Thanks if you can help.


----------



## siobhanwf

Cost of Living in Porto, Portugal. Prices in Porto.

This website contains lots of information. The average monthly salary for the area is about €750.


----------



## Gadwall

Thanks, that's helpful, and even more helpful would be any thoughts from people in Porto.
Thanks again.


----------



## canoeman

If your salary is 27,000€ gross for the two of you, think I'd first check conditions of employment i.e. employed tax S/S at source or employed pay your own tax S/S and your likely nett salary

Try this site Cost of Living in Porto, Portugal. Prices in Porto.

This is a more formal site but more statistical than informative
PORDATA - Rendimento e Despesas Familiares


----------



## canoeman

Think blackirishgirl was only regular member from Porto but she hasn't posted for a considerable time


----------



## Gadwall

I would be employed and have to pay tax and social security on that gross salary which is why I am posting as I am concerned that we might face a big drop in our standard of living, I get the impression form your post that you think it's not perhaps a generous salary ?


----------



## canoeman

No salaries are that generous in Portugal it's not I don't think it might not be enough but exactly how your employed as if you had a contract but where responsible for your own payment of Tax & S/S payments it costs you a bit more, although you don't pay S/S for the 1st year your earnings for that year are used to establish what you would pay year 2 onward.

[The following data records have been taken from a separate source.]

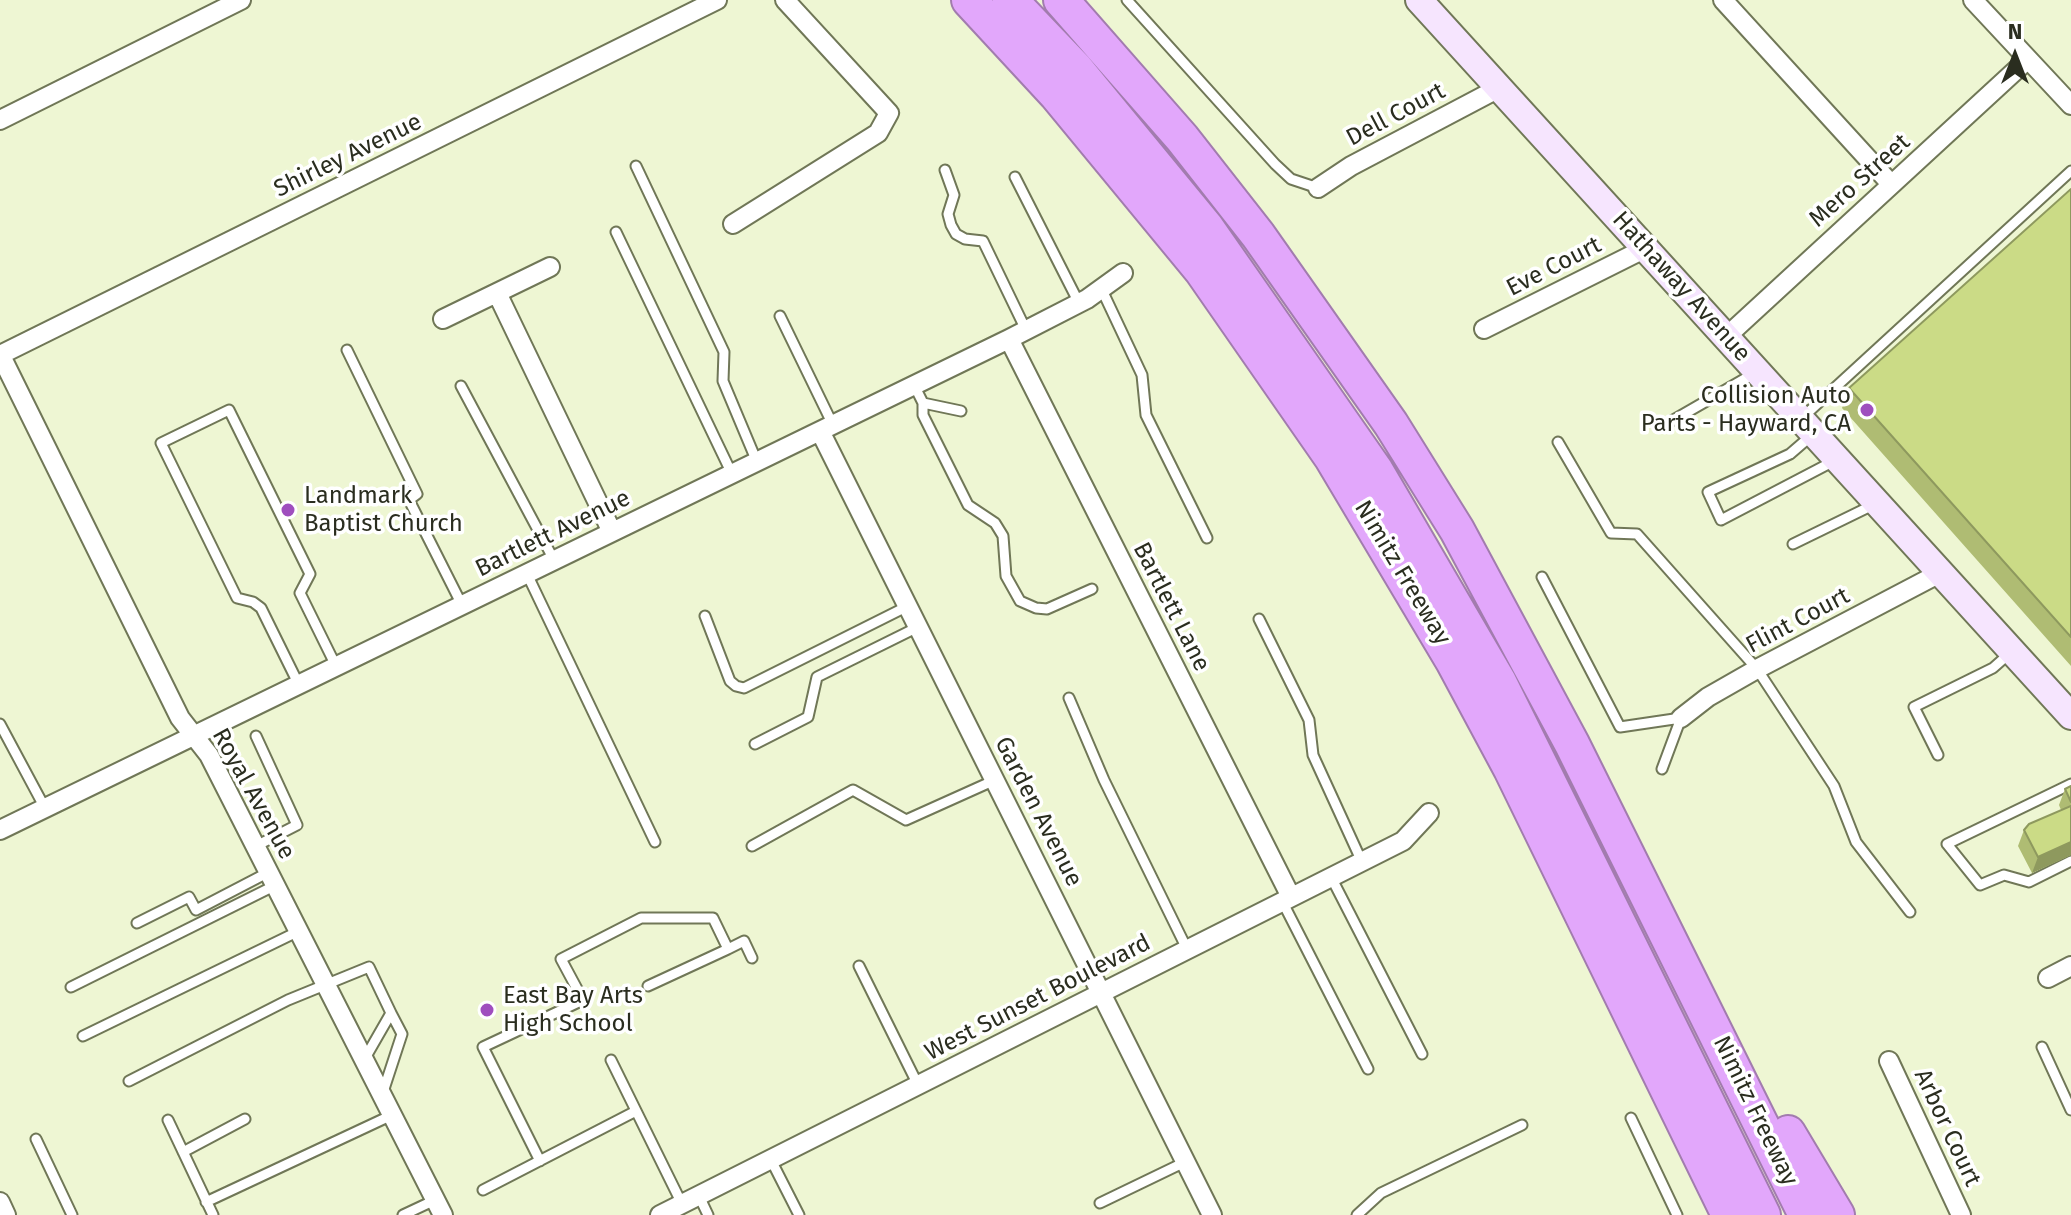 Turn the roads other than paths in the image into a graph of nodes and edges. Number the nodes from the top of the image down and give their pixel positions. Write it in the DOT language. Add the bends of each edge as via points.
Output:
graph roads {
  1 [pos="241,0"];
  2 [pos="717,0"];
  3 [pos="785,0"];
  4 [pos="969,0"];
  5 [pos="1010,0"];
  6 [pos="1061,0"];
  7 [pos="1127,0"];
  8 [pos="1419,0"];
  9 [pos="1723,0"];
  10 [pos="1973,0"];
  11 [pos="2027,60"];
  12 [pos="1499,88"];
  13 [pos="2071,105"];
  14 [pos="0,120"];
  15 [pos="636,166"];
  16 [pos="945,170"];
  17 [pos="2071,171"];
  18 [pos="1015,177"];
  19 [pos="1891,184"];
  20 [pos="1318,188"];
  21 [pos="733,224"];
  22 [pos="616,232"];
  23 [pos="1646,248"];
  24 [pos="550,267"];
  25 [pos="1123,273"];
  26 [pos="1101,288"];
  27 [pos="497,293"];
  28 [pos="1079,303"];
  29 [pos="780,316"];
  30 [pos="443,319"];
  31 [pos="1484,329"];
  32 [pos="1017,334"];
  33 [pos="1726,337"];
  34 [pos="347,350"];
  35 [pos="0,354"];
  36 [pos="1758,372"];
  37 [pos="914,385"];
  38 [pos="461,386"];
  39 [pos="923,403"];
  40 [pos="961,411"];
  41 [pos="1670,422"];
  42 [pos="1807,426"];
  43 [pos="826,428"];
  44 [pos="1558,442"];
  45 [pos="1837,460"];
  46 [pos="757,462"];
  47 [pos="732,474"];
  48 [pos="1877,503"];
  49 [pos="612,532"];
  50 [pos="1207,538"];
  51 [pos="1793,544"];
  52 [pos="554,560"];
  53 [pos="1940,573"];
  54 [pos="527,574"];
  55 [pos="1542,577"];
  56 [pos="1092,589"];
  57 [pos="462,605"];
  58 [pos="908,606"];
  59 [pos="705,616"];
  60 [pos="1259,619"];
  61 [pos="918,627"];
  62 [pos="2012,651"];
  63 [pos="336,666"];
  64 [pos="1757,669"];
  65 [pos="299,685"];
  66 [pos="1069,698"];
  67 [pos="2071,716"];
  68 [pos="1681,718"];
  69 [pos="0,724"];
  70 [pos="193,736"];
  71 [pos="256,736"];
  72 [pos="755,744"];
  73 [pos="1938,755"];
  74 [pos="1662,769"];
  75 [pos="995,780"];
  76 [pos="2071,784"];
  77 [pos="45,808"];
  78 [pos="1429,813"];
  79 [pos="0,830"];
  80 [pos="655,842"];
  81 [pos="256,846"];
  82 [pos="752,846"];
  83 [pos="2071,861"];
  84 [pos="1362,862"];
  85 [pos="1331,877"];
  86 [pos="272,879"];
  87 [pos="1286,899"];
  88 [pos="1910,912"];
  89 [pos="1660,918"];
  90 [pos="137,923"];
  91 [pos="299,931"];
  92 [pos="728,949"];
  93 [pos="1187,949"];
  94 [pos="752,958"];
  95 [pos="859,966"];
  96 [pos="2071,966"];
  97 [pos="2048,978"];
  98 [pos="325,983"];
  99 [pos="648,986"];
  100 [pos="71,987"];
  101 [pos="1101,992"];
  102 [pos="391,1013"];
  103 [pos="83,1036"];
  104 [pos="2042,1047"];
  105 [pos="1422,1054"];
  106 [pos="364,1060"];
  107 [pos="611,1060"];
  108 [pos="1889,1061"];
  109 [pos="1368,1069"];
  110 [pos="129,1081"];
  111 [pos="919,1087"];
  112 [pos="382,1096"];
  113 [pos="2071,1110"];
  114 [pos="636,1111"];
  115 [pos="392,1115"];
  116 [pos="1631,1118"];
  117 [pos="245,1119"];
  118 [pos="168,1120"];
  119 [pos="1522,1125"];
  120 [pos="36,1139"];
  121 [pos="183,1152"];
  122 [pos="771,1160"];
  123 [pos="540,1161"];
  124 [pos="1185,1162"];
  125 [pos="483,1190"];
  126 [pos="690,1200"];
  127 [pos="0,1202"];
  128 [pos="206,1202"];
  129 [pos="1100,1203"];
  130 [pos="439,1207"];
  131 [pos="1724,1210"];
  132 [pos="1206,1213"];
  133 [pos="6,1215"];
  134 [pos="72,1215"];
  135 [pos="213,1215"];
  136 [pos="403,1215"];
  137 [pos="660,1215"];
  138 [pos="708,1215"];
  139 [pos="799,1215"];
  140 [pos="1357,1215"];
  141 [pos="1677,1215"];
  142 [pos="1763,1215"];
  143 [pos="1806,1215"];
  144 [pos="1837,1215"];
  145 [pos="1961,1215"];
  1 -- 14 [label="street"];
  2 -- 35 [label="street, Shirley Avenue"];
  3 -- 21 [label="street" via="889,113 878,133"];
  4 -- 131 [label="highway, Nimitz Freeway" via="1056,94 1202,271 1332,458 1438,634 1511,769"];
  5 -- 142 [label="highway" via="1076,69 1206,227 1376,471 1499,682"];
  6 -- 89 [label="highway, Nimitz Freeway" via="1182,138 1391,424 1512,628"];
  7 -- 20 [label="lane" via="1275,164 1291,179"];
  8 -- 12 [label="street, Hathaway Avenue"];
  9 -- 19 [label="street"];
  10 -- 11 [label="street"];
  11 -- 13 [label="street"];
  11 -- 19 [label="street, Mero Street"];
  12 -- 20 [label="street, Dell Court"];
  12 -- 23 [label="street, Hathaway Avenue"];
  15 -- 46 [label="lane" via="724,352 725,389"];
  16 -- 32 [label="lane" via="954,195 948,214 951,225 965,239 983,241"];
  17 -- 42 [label="lane"];
  18 -- 28 [label="lane"];
  19 -- 33 [label="street, Mero Street"];
  22 -- 47 [label="lane"];
  23 -- 31 [label="street, Eve Court"];
  23 -- 33 [label="street, Hathaway Avenue"];
  24 -- 27 [label="street"];
  25 -- 26 [label="street, Bartlett Avenue"];
  26 -- 28 [label="street, Bartlett Avenue"];
  26 -- 50 [label="lane" via="1142,375 1146,415"];
  27 -- 30 [label="street"];
  27 -- 49 [label="street"];
  28 -- 32 [label="street, Bartlett Avenue"];
  29 -- 43 [label="lane"];
  32 -- 37 [label="street, Bartlett Avenue"];
  32 -- 87 [label="street, Bartlett Lane"];
  33 -- 36 [label="street, Hathaway Avenue"];
  34 -- 57 [label="lane" via="417,494 409,500"];
  35 -- 70 [label="street, Royal Avenue"];
  36 -- 41 [label="lane"];
  36 -- 42 [label="street, Hathaway Avenue"];
  37 -- 39 [label="lane"];
  37 -- 43 [label="street, Bartlett Avenue"];
  38 -- 52 [label="lane"];
  39 -- 40 [label="lane"];
  39 -- 56 [label="lane" via="923,415 968,505 995,523 1003,536 1006,576 1020,601 1047,609"];
  42 -- 45 [label="street, Hathaway Avenue"];
  42 -- 45 [label="lane" via="1790,454 1708,492 1721,520"];
  43 -- 46 [label="street, Bartlett Avenue"];
  43 -- 58 [label="street, Garden Avenue"];
  44 -- 64 [label="lane" via="1611,533 1637,534"];
  45 -- 48 [label="street, Hathaway Avenue"];
  46 -- 47 [label="street, Bartlett Avenue"];
  47 -- 49 [label="street, Bartlett Avenue"];
  48 -- 51 [label="lane"];
  48 -- 53 [label="street, Hathaway Avenue"];
  49 -- 52 [label="street, Bartlett Avenue"];
  52 -- 54 [label="street, Bartlett Avenue"];
  53 -- 62 [label="street, Hathaway Avenue"];
  53 -- 64 [label="street, Flint Court"];
  54 -- 57 [label="street, Bartlett Avenue"];
  54 -- 80 [label="lane"];
  55 -- 68 [label="lane" via="1620,727"];
  57 -- 63 [label="street, Bartlett Avenue"];
  58 -- 59 [label="lane" via="744,688 730,681"];
  58 -- 61 [label="street, Garden Avenue"];
  60 -- 84 [label="lane" via="1309,720 1313,755"];
  61 -- 72 [label="lane" via="817,677 808,717"];
  61 -- 75 [label="street, Garden Avenue"];
  62 -- 67 [label="street, Hathaway Avenue"];
  62 -- 73 [label="lane" via="1993,668 1914,707"];
  63 -- 65 [label="street, Bartlett Avenue"];
  63 -- 65 [label="lane" via="300,593 310,574 229,410 161,443 237,598 261,608"];
  64 -- 68 [label="street, Flint Court"];
  64 -- 88 [label="lane" via="1834,786 1856,842"];
  65 -- 70 [label="street, Bartlett Avenue"];
  66 -- 93 [label="lane"];
  68 -- 74 [label="lane"];
  69 -- 77 [label="lane"];
  70 -- 77 [label="street, Bartlett Avenue"];
  70 -- 81 [label="street, Royal Avenue" via="209,755"];
  71 -- 81 [label="lane" via="297,825"];
  75 -- 82 [label="lane" via="906,820 853,790"];
  75 -- 101 [label="street, Garden Avenue"];
  76 -- 83 [label="lane" via="1947,844 1980,885 2004,875 2029,882"];
  77 -- 79 [label="street, Bartlett Avenue"];
  78 -- 84 [label="street, West Sunset Boulevard" via="1403,841"];
  81 -- 86 [label="street, Royal Avenue"];
  84 -- 85 [label="street, West Sunset Boulevard"];
  85 -- 87 [label="street, West Sunset Boulevard"];
  85 -- 105 [label="lane"];
  86 -- 90 [label="lane" via="196,910 189,897"];
  86 -- 91 [label="street, Royal Avenue"];
  86 -- 100 [label="lane"];
  87 -- 93 [label="street, West Sunset Boulevard"];
  87 -- 109 [label="lane"];
  89 -- 143 [label="highway, Nimitz Freeway"];
  89 -- 144 [label="highway"];
  91 -- 98 [label="street, Royal Avenue"];
  91 -- 103 [label="lane"];
  92 -- 94 [label="lane" via="744,941"];
  92 -- 99 [label="lane"];
  92 -- 123 [label="lane" via="713,918 641,918 561,959 583,1000 483,1047"];
  93 -- 101 [label="street, West Sunset Boulevard"];
  95 -- 111 [label="lane"];
  96 -- 97 [label="street"];
  98 -- 102 [label="lane" via="369,967"];
  98 -- 106 [label="street, Royal Avenue"];
  98 -- 110 [label="lane"];
  101 -- 111 [label="street, West Sunset Boulevard"];
  101 -- 124 [label="street, Garden Avenue"];
  102 -- 106 [label="lane"];
  102 -- 112 [label="lane" via="402,1034"];
  104 -- 113 [label="lane"];
  106 -- 112 [label="street, Royal Avenue"];
  107 -- 114 [label="lane"];
  108 -- 145 [label="street, Arbor Court"];
  111 -- 122 [label="street, West Sunset Boulevard"];
  112 -- 115 [label="street, Royal Avenue"];
  114 -- 123 [label="lane"];
  114 -- 126 [label="lane"];
  115 -- 128 [label="lane"];
  115 -- 130 [label="street, Royal Avenue"];
  116 -- 141 [label="lane"];
  117 -- 121 [label="lane"];
  118 -- 121 [label="lane"];
  119 -- 140 [label="lane" via="1381,1193"];
  120 -- 134 [label="lane"];
  121 -- 128 [label="lane"];
  122 -- 126 [label="street, West Sunset Boulevard"];
  122 -- 139 [label="lane"];
  123 -- 125 [label="lane"];
  124 -- 129 [label="lane"];
  124 -- 132 [label="street, Garden Avenue"];
  126 -- 137 [label="street, West Sunset Boulevard"];
  126 -- 138 [label="lane"];
  127 -- 133 [label="street"];
  128 -- 135 [label="lane"];
  130 -- 136 [label="lane"];
} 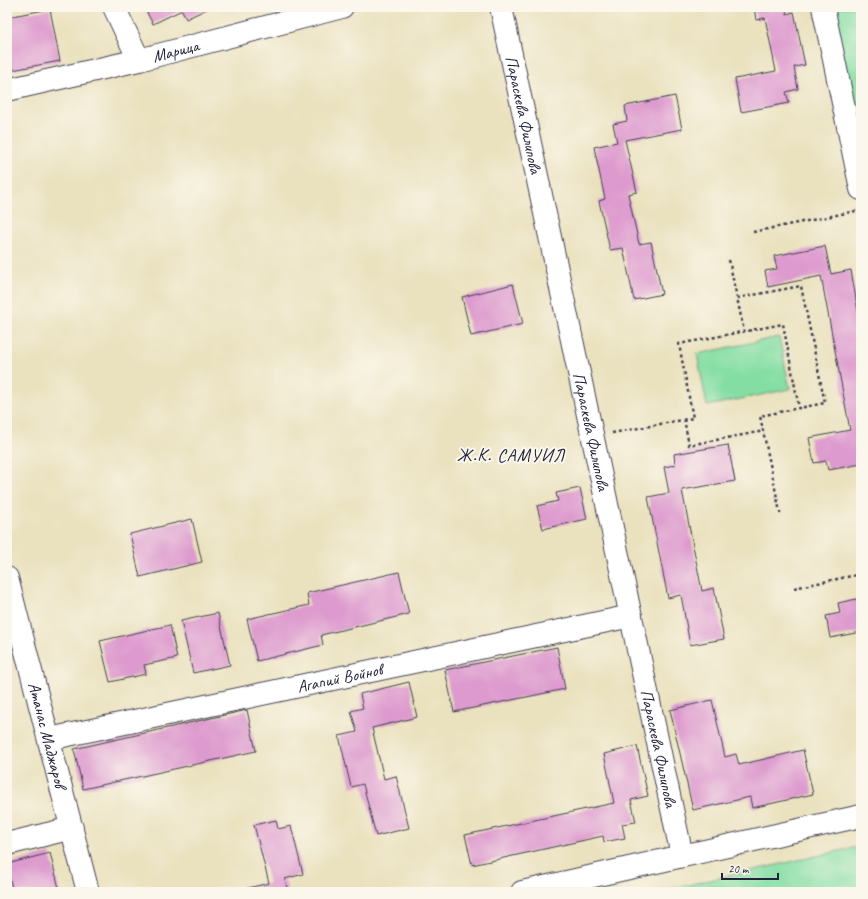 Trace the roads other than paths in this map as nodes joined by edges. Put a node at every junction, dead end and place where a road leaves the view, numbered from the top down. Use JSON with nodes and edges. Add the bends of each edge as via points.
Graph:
{"nodes":[{"id":1,"x":114,"y":7,"type":"edge"},
{"id":2,"x":342,"y":7,"type":"edge"},
{"id":3,"x":501,"y":7,"type":"edge"},
{"id":4,"x":823,"y":7,"type":"edge"},
{"id":5,"x":139,"y":60,"type":"junction"},
{"id":6,"x":7,"y":90,"type":"edge"},
{"id":7,"x":861,"y":189,"type":"edge"},
{"id":8,"x":7,"y":578,"type":"edge"},
{"id":9,"x":631,"y":616,"type":"junction"},
{"id":10,"x":49,"y":739,"type":"junction"},
{"id":11,"x":861,"y":816,"type":"edge"},
{"id":12,"x":72,"y":828,"type":"junction"},
{"id":13,"x":7,"y":844,"type":"edge"},
{"id":14,"x":682,"y":856,"type":"junction"},
{"id":15,"x":88,"y":892,"type":"edge"},
{"id":16,"x":522,"y":892,"type":"edge"}],
"edges":[{"from":1,"to":5,"type":"street"},
{"from":2,"to":5,"type":"street","name":"Марица"},
{"from":3,"to":9,"type":"street","name":"Параскева Филипова"},
{"from":4,"to":7,"type":"street"},
{"from":5,"to":6,"type":"street","name":"Марица"},
{"from":8,"to":10,"type":"street","name":"Атанас Маджаров"},
{"from":9,"to":10,"type":"street","name":"Агапий Войнов"},
{"from":9,"to":14,"type":"street","name":"Параскева Филипова"},
{"from":10,"to":12,"type":"street","name":"Атанас Маджаров"},
{"from":11,"to":14,"type":"street"},
{"from":12,"to":13,"type":"street"},
{"from":12,"to":15,"type":"street","name":"Атанас Маджаров"},
{"from":14,"to":16,"type":"street"}]}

If you can get a Nett figure then it helps


----------



## Gadwall

Ah, I see, I would be teaching in a private school so I assume they will deduct tax etc at source, r s tat something I need to clarify with them ?


----------



## canoeman

More likely you'll be on what's called Green Receipts most contract teachers are (they're actually blue and nearly all done on line now) i.e. you pay tax & S/S


----------



## Gadwall

And that is less good than them doing it for me if I read your post above correctly ?
Thanks, I will be sure to clarify this with the school.
So how competitive in Porto is this kind of gross salary ?
Say, compared to other jobs ?


----------



## canoeman

It saves them a lot of costs, ideally a salaried PAYE position is easier and better for you, but check with them, sorry no idea you need someone who is in that line of work to help.


----------



## Ratodagua

The minimum wage in Portugal is €485 a month. €27000 is more than enough!


----------



## dhream

*How I'm managing on EUR1000 p/m*



Ratodagua said:


> The minimum wage in Portugal is €485 a month. €27000 is more than enough!


I am not in Porto but there is really not much difference between Porto and the rest of Portugal, if you keep it real and don't live in some yuppie designer penthouse overlooking the beach or river.

I am here (in central Portugal) to start an online biz and do freelance work online. 

I have budgeted from my savings EUR1000 p/m to keep me going for as long as I have to... I also run a micro car, bought here for cash EUR2500. 

That EUR1000 allowance i pay myself is more than adequate, I eat out, more than twice a week on average, and eat fresh healthy food at home, and my rent is just EUR225 with energy and internet plus mobile phone coming in at an average combined total EUR100 p/m give or take...

The kicker here is my rent is low even by PT standards. The building is new, it is a one bedroom apartment, but it is enough. It comes furnished, with fridge washer stove. The neighbours are decent but humble folks, factory workers and the like. The surroundings are bleak, the town cemetery is across the road, and the rest is industrial, I look out onto an unshaded concrete quadrangle (hence the low price) but I'm here to start up -and move up, not to admire the view all day. When it all gets too much, there is a charming park and agreeable, if small, town centre nearby.

My wife is in Singapore with a job and a family support network, until I can get myself to where I need to be. If you're bringing family, your costs will be more than mine, but as others have said, many many Portuguese families get by on half of what you're being offered, just don't go living in a posh neighbourhood, and you'll do fine.


----------